In 1837 his family's fortunes having fallen on hard times, Bayard was forced to accept a job offer as director of the théâtre des Variétés. Although he only held the job for a short time, Bayard signalled his tenure with happier results than many who held it longer. After having begun to rehabilitate public opinion towards this theatre, which had fallen from the first rank of the théâtres des boulevards, he later felt it impossible to reconcile his writing and his tastes as an author with the demanding duties of a director and decided to leave the post. However, his last administrative act as director - choosing one of his most witty collaborators, his friend Dumanoir, as his successor - was also a happy one for the theatre. Dumanoir completed Bayard's work, allowing the théâtre des Variétés to regain its forgotten splendours.

Bayard also published articles in several literary journals, and poems and verse dramas in several anthologies.

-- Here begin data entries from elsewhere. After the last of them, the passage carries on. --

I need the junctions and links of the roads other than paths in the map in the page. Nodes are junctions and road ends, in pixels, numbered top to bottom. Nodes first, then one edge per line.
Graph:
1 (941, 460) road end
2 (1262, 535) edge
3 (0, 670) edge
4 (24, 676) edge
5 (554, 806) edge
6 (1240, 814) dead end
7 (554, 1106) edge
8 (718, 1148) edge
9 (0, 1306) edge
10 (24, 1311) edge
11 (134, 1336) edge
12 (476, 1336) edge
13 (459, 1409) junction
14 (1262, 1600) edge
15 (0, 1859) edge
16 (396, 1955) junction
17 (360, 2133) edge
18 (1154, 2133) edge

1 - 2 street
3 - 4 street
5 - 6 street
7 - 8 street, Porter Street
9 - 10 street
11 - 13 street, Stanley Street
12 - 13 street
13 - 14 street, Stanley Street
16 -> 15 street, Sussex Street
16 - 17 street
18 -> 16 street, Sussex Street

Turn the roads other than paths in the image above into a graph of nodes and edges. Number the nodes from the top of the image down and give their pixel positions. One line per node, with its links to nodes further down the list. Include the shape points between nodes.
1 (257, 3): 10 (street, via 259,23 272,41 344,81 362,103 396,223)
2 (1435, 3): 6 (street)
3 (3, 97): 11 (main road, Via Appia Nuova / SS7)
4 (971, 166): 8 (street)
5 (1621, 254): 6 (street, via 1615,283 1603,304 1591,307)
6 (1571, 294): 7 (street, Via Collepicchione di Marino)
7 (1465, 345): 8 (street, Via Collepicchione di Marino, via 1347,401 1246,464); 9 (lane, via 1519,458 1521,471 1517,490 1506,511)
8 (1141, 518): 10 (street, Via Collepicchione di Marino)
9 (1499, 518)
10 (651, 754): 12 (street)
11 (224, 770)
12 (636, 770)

Louis Hachette published Bayard's Théâtre choisi, en 12 volumes, in-12, 1855–1858.

In 1837 Bayard was named a member of the Légion d'honneur.

== Selected works ==
- La Belle-mère;
- Christine ou la Reine de seize ans;
- Les Fées de Paris;
- Marie Mignot;
- Les Enfants de troupe;
- Les Premières armes de Richelieu;
- La Manie des places;
- La Fille de l’avare;
- Mathilde ou la jalousie;
- Le Gamin de Paris;
- La Foire aux places, comédie-vaudeville in one act;.
- Roman à vendre;
- Un ménage parisien;
- Un château de cartes, verse comedies;
- Le Mari à la campagne, his main work;
- La niaise de Saint-Flour, comédie-vaudeville in one act, by also Gustave Lemoine, 19 juin 1848 - Théâtre du Gymnase.